Advertisement
Nilai dan Keaslian Plengkung Gading Terus Dijaga

Advertisement
Plengkung Gading yang terletak di antara Jl. Letjen Haryono dan Jl. Mayjend Sutoyo tersebut masih memiliki bahan material dan desain yang sama sejak dibangun pertama kali. Ada banyak nilai dan kepercayaan dalam bangunan yang tergolong cagar budaya ini.

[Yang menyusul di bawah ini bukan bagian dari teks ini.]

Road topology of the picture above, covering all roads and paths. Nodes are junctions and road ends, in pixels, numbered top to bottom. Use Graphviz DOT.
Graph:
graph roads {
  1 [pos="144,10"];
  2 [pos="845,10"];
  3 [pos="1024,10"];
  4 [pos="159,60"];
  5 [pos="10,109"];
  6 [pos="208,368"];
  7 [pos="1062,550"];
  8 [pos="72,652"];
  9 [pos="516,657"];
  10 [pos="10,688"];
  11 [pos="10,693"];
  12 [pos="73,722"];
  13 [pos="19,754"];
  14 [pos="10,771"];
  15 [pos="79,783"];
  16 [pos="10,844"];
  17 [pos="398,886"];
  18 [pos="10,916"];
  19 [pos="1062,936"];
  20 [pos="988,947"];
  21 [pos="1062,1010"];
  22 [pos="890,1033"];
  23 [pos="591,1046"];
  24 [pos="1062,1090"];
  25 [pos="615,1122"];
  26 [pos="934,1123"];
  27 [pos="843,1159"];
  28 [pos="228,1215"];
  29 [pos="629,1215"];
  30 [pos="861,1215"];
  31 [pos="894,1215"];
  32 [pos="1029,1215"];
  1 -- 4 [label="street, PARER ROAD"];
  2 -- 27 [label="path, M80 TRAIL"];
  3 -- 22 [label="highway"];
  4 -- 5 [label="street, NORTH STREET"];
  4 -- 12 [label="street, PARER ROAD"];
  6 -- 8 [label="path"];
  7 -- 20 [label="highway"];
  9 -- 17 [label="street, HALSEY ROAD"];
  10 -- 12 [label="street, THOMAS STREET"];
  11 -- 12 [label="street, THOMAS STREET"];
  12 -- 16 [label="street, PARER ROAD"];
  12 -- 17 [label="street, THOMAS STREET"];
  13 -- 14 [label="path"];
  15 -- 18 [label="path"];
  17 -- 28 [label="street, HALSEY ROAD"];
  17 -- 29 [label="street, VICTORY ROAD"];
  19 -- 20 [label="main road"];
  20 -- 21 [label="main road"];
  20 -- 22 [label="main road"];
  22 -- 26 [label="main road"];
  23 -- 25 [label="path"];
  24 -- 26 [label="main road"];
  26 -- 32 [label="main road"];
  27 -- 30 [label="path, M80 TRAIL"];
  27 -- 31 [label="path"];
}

Nama aslinya adalah Plengkung Nirbaya. Artinya menjauhkan dari marabahaya. Umum disebut Plengkung Gading karena warnanya putih gading. Plengkung Gading terletak di sisi selatan benteng Kraton, satu dari dua plengkung yang masih ada dari total semula ada lima.
Advertisement
Bangunan yang masuk dalam cagar budaya seperti yang tercantum dalam Surat Keputusan Gubernur DIY No.108/2017 ini terus dilestarikan.
Berdasarkan catatan Balai Pengelola Kawasan Sumbu Filosofi (BPKSF), Plengkung Gading masih terjaga keaslian material dan desainnya sejak pertama dibuat hingga sekarang.
Sebagai pintu gerbang menuju Kraton, Plengkung Gading mudah dikenali siapa saja yang melewatinya. Gerbang dengan lebar sekitar empat meter tersebut membuat pengendara memperlambat kecepatannya jika melewatinya. Pelebaran jalan tidak dilakukan untuk menjaga keaslian Plengkung Gading.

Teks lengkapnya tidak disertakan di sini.